- **WHAT IS EXPECTED**
Your reply should consist solely of the number of lines in the data that contain "dead".

___

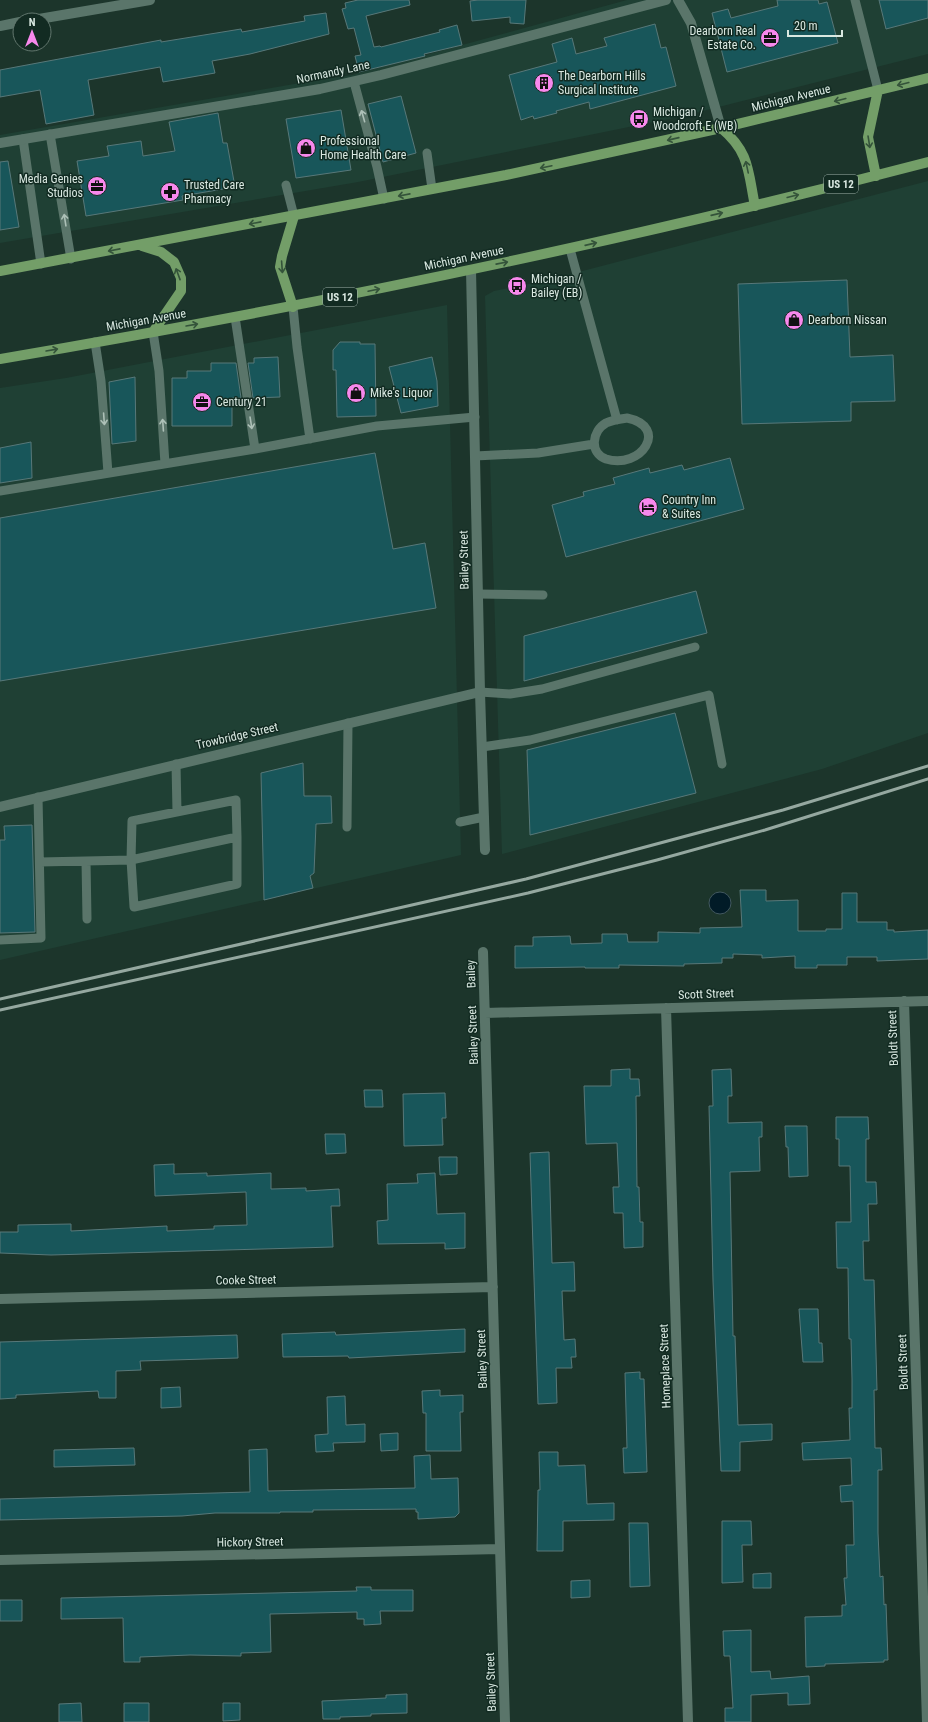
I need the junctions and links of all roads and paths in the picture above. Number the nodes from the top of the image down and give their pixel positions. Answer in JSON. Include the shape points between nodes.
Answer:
{"nodes":[{"id":1,"x":150,"y":0,"type":"edge"},
{"id":2,"x":666,"y":0,"type":"edge"},
{"id":3,"x":678,"y":0,"type":"edge"},
{"id":4,"x":855,"y":0,"type":"edge"},
{"id":5,"x":130,"y":2,"type":"edge"},
{"id":6,"x":52,"y":16,"type":"edge"},
{"id":7,"x":12,"y":24,"type":"edge"},
{"id":8,"x":0,"y":26,"type":"edge"},
{"id":9,"x":928,"y":78,"type":"edge"},
{"id":10,"x":354,"y":82,"type":"junction"},
{"id":11,"x":878,"y":90,"type":"junction"},
{"id":12,"x":721,"y":128,"type":"junction"},
{"id":13,"x":50,"y":134,"type":"junction"},
{"id":14,"x":23,"y":139,"type":"junction"},
{"id":15,"x":0,"y":143,"type":"edge"},
{"id":16,"x":427,"y":154,"type":"dead end"},
{"id":17,"x":928,"y":162,"type":"edge"},
{"id":18,"x":876,"y":176,"type":"junction"},
{"id":19,"x":286,"y":185,"type":"dead end"},
{"id":20,"x":432,"y":189,"type":"junction"},
{"id":21,"x":384,"y":199,"type":"junction"},
{"id":22,"x":755,"y":206,"type":"junction"},
{"id":23,"x":294,"y":216,"type":"junction"},
{"id":24,"x":140,"y":245,"type":"junction"},
{"id":25,"x":570,"y":249,"type":"junction"},
{"id":26,"x":71,"y":258,"type":"junction"},
{"id":27,"x":41,"y":264,"type":"junction"},
{"id":28,"x":471,"y":270,"type":"junction"},
{"id":29,"x":0,"y":271,"type":"edge"},
{"id":30,"x":293,"y":307,"type":"junction"},
{"id":31,"x":235,"y":317,"type":"junction"},
{"id":32,"x":153,"y":332,"type":"junction"},
{"id":33,"x":95,"y":342,"type":"junction"},
{"id":34,"x":0,"y":359,"type":"edge"},
{"id":35,"x":475,"y":417,"type":"junction"},
{"id":36,"x":617,"y":420,"type":"junction"},
{"id":37,"x":310,"y":439,"type":"junction"},
{"id":38,"x":594,"y":444,"type":"junction"},
{"id":39,"x":255,"y":449,"type":"junction"},
{"id":40,"x":475,"y":456,"type":"junction"},
{"id":41,"x":165,"y":464,"type":"junction"},
{"id":42,"x":108,"y":473,"type":"junction"},
{"id":43,"x":0,"y":491,"type":"edge"},
{"id":44,"x":478,"y":594,"type":"junction"},
{"id":45,"x":543,"y":595,"type":"dead end"},
{"id":46,"x":695,"y":647,"type":"dead end"},
{"id":47,"x":480,"y":692,"type":"junction"},
{"id":48,"x":348,"y":723,"type":"junction"},
{"id":49,"x":482,"y":747,"type":"junction"},
{"id":50,"x":176,"y":764,"type":"junction"},
{"id":51,"x":722,"y":764,"type":"dead end"},
{"id":52,"x":38,"y":797,"type":"junction"},
{"id":53,"x":0,"y":806,"type":"edge"},
{"id":54,"x":177,"y":812,"type":"junction"},
{"id":55,"x":484,"y":817,"type":"junction"},
{"id":56,"x":460,"y":822,"type":"dead end"},
{"id":57,"x":346,"y":827,"type":"dead end"},
{"id":58,"x":237,"y":837,"type":"junction"},
{"id":59,"x":485,"y":850,"type":"dead end"},
{"id":60,"x":131,"y":860,"type":"junction"},
{"id":61,"x":86,"y":861,"type":"junction"},
{"id":62,"x":40,"y":862,"type":"junction"},
{"id":63,"x":87,"y":919,"type":"dead end"},
{"id":64,"x":0,"y":940,"type":"edge"},
{"id":65,"x":483,"y":952,"type":"dead end"},
{"id":66,"x":485,"y":994,"type":"joint"},
{"id":67,"x":904,"y":1001,"type":"junction"},
{"id":68,"x":928,"y":1001,"type":"edge"},
{"id":69,"x":666,"y":1008,"type":"junction"},
{"id":70,"x":485,"y":1013,"type":"junction"},
{"id":71,"x":493,"y":1287,"type":"junction"},
{"id":72,"x":0,"y":1299,"type":"edge"},
{"id":73,"x":500,"y":1549,"type":"junction"},
{"id":74,"x":0,"y":1560,"type":"edge"},
{"id":75,"x":505,"y":1722,"type":"edge"},
{"id":76,"x":688,"y":1722,"type":"edge"},
{"id":77,"x":927,"y":1722,"type":"edge"}],
"edges":[{"from":1,"to":5,"type":"street"},
{"from":2,"to":10,"type":"street","name":"Normandy Lane"},
{"from":3,"to":12,"type":"street","via":[[691,23]]},
{"from":4,"to":11,"type":"lane"},
{"from":5,"to":6,"type":"street"},
{"from":7,"to":8,"type":"street"},
{"from":9,"to":11,"type":"main road","name":"Michigan Avenue","one_way":true},
{"from":10,"to":13,"type":"street","name":"Normandy Lane"},
{"from":21,"to":10,"type":"lane","one_way":true,"via":[[378,167]]},
{"from":11,"to":12,"type":"main road","name":"Michigan Avenue","one_way":true},
{"from":11,"to":18,"type":"main road","one_way":true,"via":[[868,136]]},
{"from":12,"to":20,"type":"main road","name":"Michigan Avenue","one_way":true},
{"from":22,"to":12,"type":"main road","one_way":true,"via":[[741,149]]},
{"from":13,"to":14,"type":"street","name":"Normandy Lane"},
{"from":26,"to":13,"type":"lane","one_way":true},
{"from":14,"to":15,"type":"street","name":"Normandy Lane"},
{"from":14,"to":27,"type":"lane"},
{"from":16,"to":20,"type":"lane"},
{"from":17,"to":18,"type":"main road","name":"Michigan Avenue","number":"US 12"},
{"from":22,"to":18,"type":"main road","name":"Michigan Avenue","number":"US 12","one_way":true},
{"from":19,"to":23,"type":"lane"},
{"from":20,"to":21,"type":"main road","name":"Michigan Avenue","one_way":true},
{"from":21,"to":23,"type":"main road","name":"Michigan Avenue"},
{"from":25,"to":22,"type":"main road","name":"Michigan Avenue","number":"US 12","one_way":true},
{"from":23,"to":24,"type":"main road","name":"Michigan Avenue","one_way":true},
{"from":23,"to":30,"type":"main road","one_way":true,"via":[[280,268]]},
{"from":24,"to":26,"type":"main road","name":"Michigan Avenue","one_way":true},
{"from":32,"to":24,"type":"main road","one_way":true,"via":[[181,291],[181,278],[174,262],[161,252]]},
{"from":28,"to":25,"type":"main road","name":"Michigan Avenue","number":"US 12","one_way":true},
{"from":25,"to":36,"type":"lane"},
{"from":26,"to":27,"type":"main road","name":"Michigan Avenue"},
{"from":27,"to":29,"type":"main road","name":"Michigan Avenue"},
{"from":30,"to":28,"type":"main road","name":"Michigan Avenue","number":"US 12","one_way":true},
{"from":28,"to":35,"type":"street","name":"Bailey Street"},
{"from":30,"to":31,"type":"main road","name":"Michigan Avenue","number":"US 12"},
{"from":30,"to":37,"type":"lane"},
{"from":32,"to":31,"type":"main road","name":"Michigan Avenue","number":"US 12","one_way":true},
{"from":31,"to":39,"type":"lane","one_way":true},
{"from":32,"to":33,"type":"main road","name":"Michigan Avenue","number":"US 12"},
{"from":41,"to":32,"type":"lane","one_way":true,"via":[[159,371]]},
{"from":34,"to":33,"type":"main road","name":"Michigan Avenue","number":"US 12","one_way":true},
{"from":33,"to":42,"type":"lane","one_way":true,"via":[[101,381]]},
{"from":35,"to":37,"type":"lane","via":[[377,426]]},
{"from":35,"to":40,"type":"street","name":"Bailey Street"},
{"from":36,"to":38,"type":"lane","via":[[602,426]]},
{"from":36,"to":38,"type":"lane","via":[[627,418],[642,425],[649,437],[644,450],[629,459],[612,460],[599,455]]},
{"from":37,"to":39,"type":"lane"},
{"from":38,"to":40,"type":"lane","via":[[538,454]]},
{"from":39,"to":41,"type":"lane"},
{"from":40,"to":44,"type":"street","name":"Bailey Street"},
{"from":41,"to":42,"type":"lane"},
{"from":42,"to":43,"type":"lane"},
{"from":44,"to":45,"type":"lane"},
{"from":44,"to":47,"type":"street","name":"Bailey Street"},
{"from":46,"to":47,"type":"lane","via":[[542,689],[510,694]]},
{"from":47,"to":48,"type":"street","name":"Trowbridge Street"},
{"from":47,"to":49,"type":"street","name":"Bailey Street"},
{"from":48,"to":50,"type":"street","name":"Trowbridge Street"},
{"from":48,"to":57,"type":"lane"},
{"from":49,"to":51,"type":"lane","via":[[530,740],[709,695]]},
{"from":49,"to":55,"type":"street","name":"Bailey Street"},
{"from":50,"to":52,"type":"street","name":"Trowbridge Street"},
{"from":50,"to":54,"type":"lane"},
{"from":52,"to":53,"type":"street","name":"Trowbridge Street"},
{"from":52,"to":62,"type":"lane"},
{"from":54,"to":58,"type":"lane","via":[[236,800]]},
{"from":54,"to":60,"type":"lane","via":[[132,821]]},
{"from":55,"to":56,"type":"lane"},
{"from":55,"to":59,"type":"street","name":"Bailey Street"},
{"from":58,"to":60,"type":"lane"},
{"from":58,"to":60,"type":"lane","via":[[237,884],[134,907]]},
{"from":60,"to":61,"type":"lane"},
{"from":61,"to":62,"type":"lane"},
{"from":61,"to":63,"type":"lane"},
{"from":62,"to":64,"type":"lane","via":[[41,938]]},
{"from":65,"to":66,"type":"street","name":"Bailey"},
{"from":66,"to":70,"type":"street","name":"Bailey Street"},
{"from":67,"to":68,"type":"street","name":"Scott Street"},
{"from":67,"to":69,"type":"street","name":"Scott Street"},
{"from":67,"to":77,"type":"street","name":"Boldt Street"},
{"from":69,"to":70,"type":"street","name":"Scott Street"},
{"from":69,"to":76,"type":"street","name":"Homeplace Street"},
{"from":70,"to":71,"type":"street","name":"Bailey Street"},
{"from":71,"to":72,"type":"street","name":"Cooke Street"},
{"from":71,"to":73,"type":"street","name":"Bailey Street"},
{"from":73,"to":74,"type":"street","name":"Hickory Street"},
{"from":73,"to":75,"type":"street","name":"Bailey Street"}]}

___

- **TASK SOLUTION**
10